Depuis que le consommateur américain n'est plus le moteur principal de la croissance mondiale, les experts tournent leurs regards vers Pékin, mais cherchent aussi au-delà, sceptiques sur la capacité de la Chine à reprendre pleinement ce rôle.

   «Ce qui remplacera le consommateur américain comme source de la demande n'est pas encore très clair», remarquait lundi à Istanbul le président de la Banque mondiale Robert Zoellick, à l'occasion des assemblées générales de la banque et du Fonds monétaire international (FMI).

   Avant la crise, la division du travail paraissait simple. Les ménages américains s'endettaient pour consommer des produits fabriqués essentiellement en Asie, et surtout en Chine, mais aussi en Europe et dans le reste du monde, tirant ainsi la croissance mondiale. En 2008, les États-Unis ont représenté 13,2% des importations mondiales, d'après l'Organisation mondiale du commerce.
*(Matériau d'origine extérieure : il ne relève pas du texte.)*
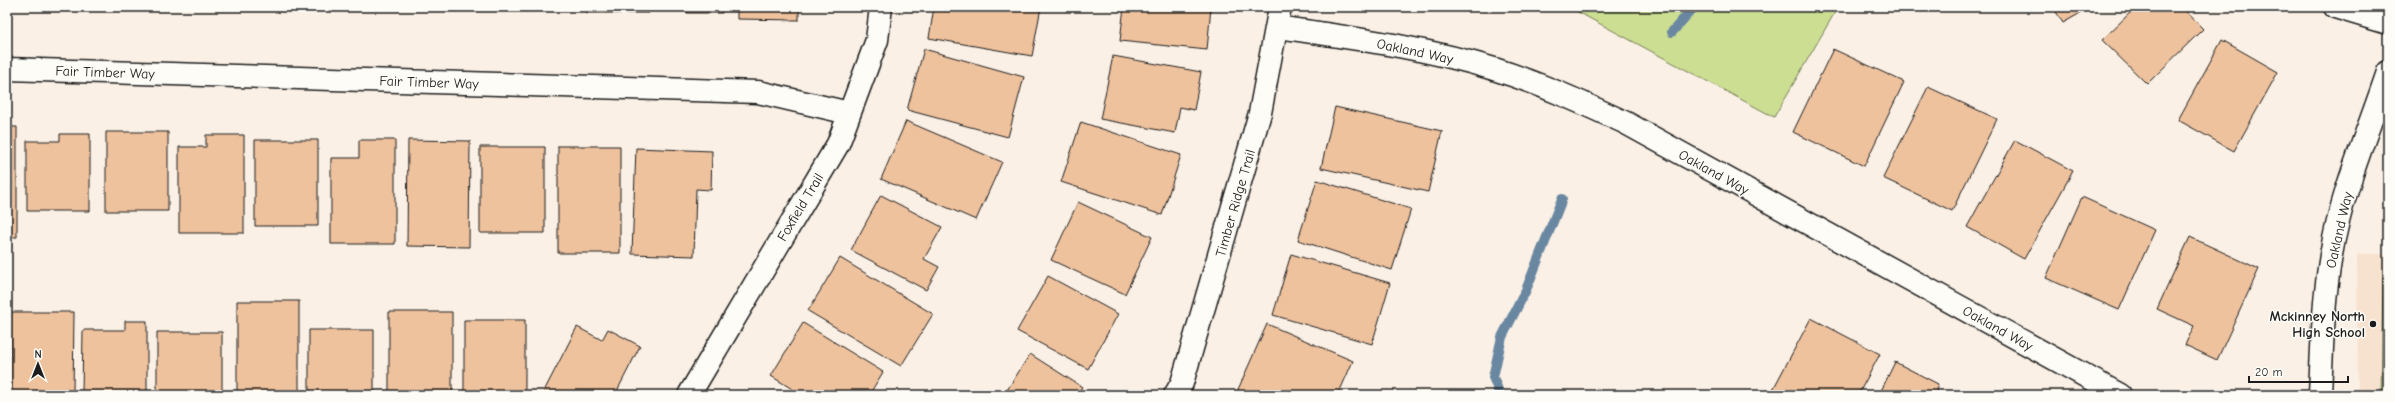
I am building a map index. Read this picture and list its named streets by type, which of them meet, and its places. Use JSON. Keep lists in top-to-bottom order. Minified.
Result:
{"streets":{"street":["Oakland Way","Fair Timber Way","Timber Ridge Trail","Foxfield Trail"]},"crossings":[["Oakland Way","Timber Ridge Trail"],["Fair Timber Way","Foxfield Trail"]],"places":["Mckinney North High School"],"scale_bar":"20 m","north":"top"}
   La crise a rebattu les cartes. «Le taux d'épargne aux États-Unis a considérablement augmenté et pourrait rester élevé quelque temps. Dans un tel scénario, la responsabilité d'alimenter le moteur de la croissance mondiale retombera sur d'autres pays, particulièrement ceux qui avaient un modèle économique basé sur l'exportation», a relevé mardi le directeur général du FMI, Dominique Straus-Kahn. Mais, a-t-il averti, «une telle transition ne sera pas facile».

   L'économie chinoise, clairement désignée par le patron du FMI, est en effet encore loin d'avoir opéré sa mue, même si Pékin a annoncé en novembre son intention d'injecter quelque 4000 milliards de yuans (620 milliards de dollars CAN) sur deux ans pour compenser la chute de ses exportations.
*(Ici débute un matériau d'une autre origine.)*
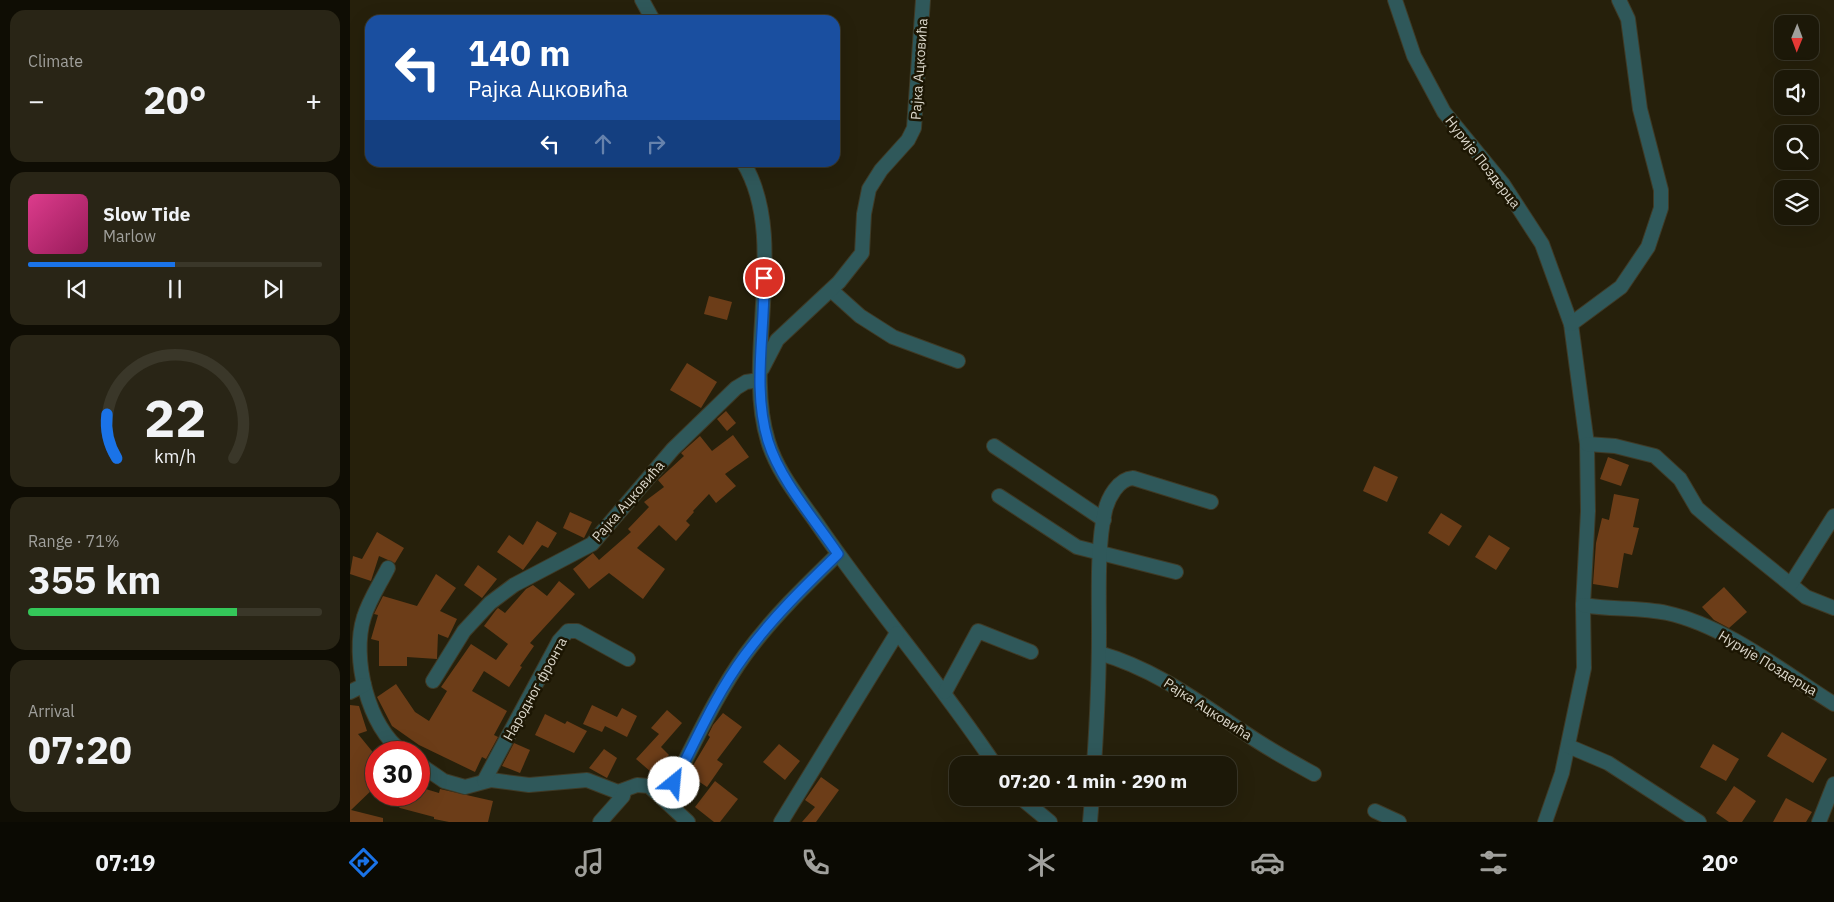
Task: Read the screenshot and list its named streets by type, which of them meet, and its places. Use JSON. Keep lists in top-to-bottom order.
{
  "streets": {
    "street": ["Рајка Ацковића", "Нурије Поздерца", "Народног фронта"]
  },
  "north": "bottom",
  "page": {
    "tile": [
      "Climate",
      ["Range · 71%", "355 km"],
      ["Arrival", "07:20"]
    ],
    "turn": ["140 m", "Рајка Ацковића"],
    "heat": ["−", "20°", "+"],
    "song": ["Slow Tide", "Marlow"],
    "limit": "30",
    "trip": "07:20 · 1 min · 290 m",
    "tabs": ["07:19", "20°"],
    "gauge": ["22", "km/h"]
  }
}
   Faute de système d'assurance sociale développé, les Chinois épargnent beaucoup pour assurer leurs vieux jours. De même, considère l'économiste en chef de la Banque asiatique de développement, Jong-Wha lee, les énormes profits accumulés par les firmes chinoises ne bénéficient guère aux salariés.

   «Les profits des entreprises doivent être réorientés vers les ménages pour les aider à accroître leur consommation», a-t-il souligné, interrogé par l'AFP. En clair, il faut augmenter la rétribution du travail en Chine. Cela permettra aussi à d'autres pays, notamment en Afrique, de se développer, en profitant de la délocalisation attendue de certaines industries chinoises vers des pays devenus plus compétitifs, a souligné mardi M. Zoellick.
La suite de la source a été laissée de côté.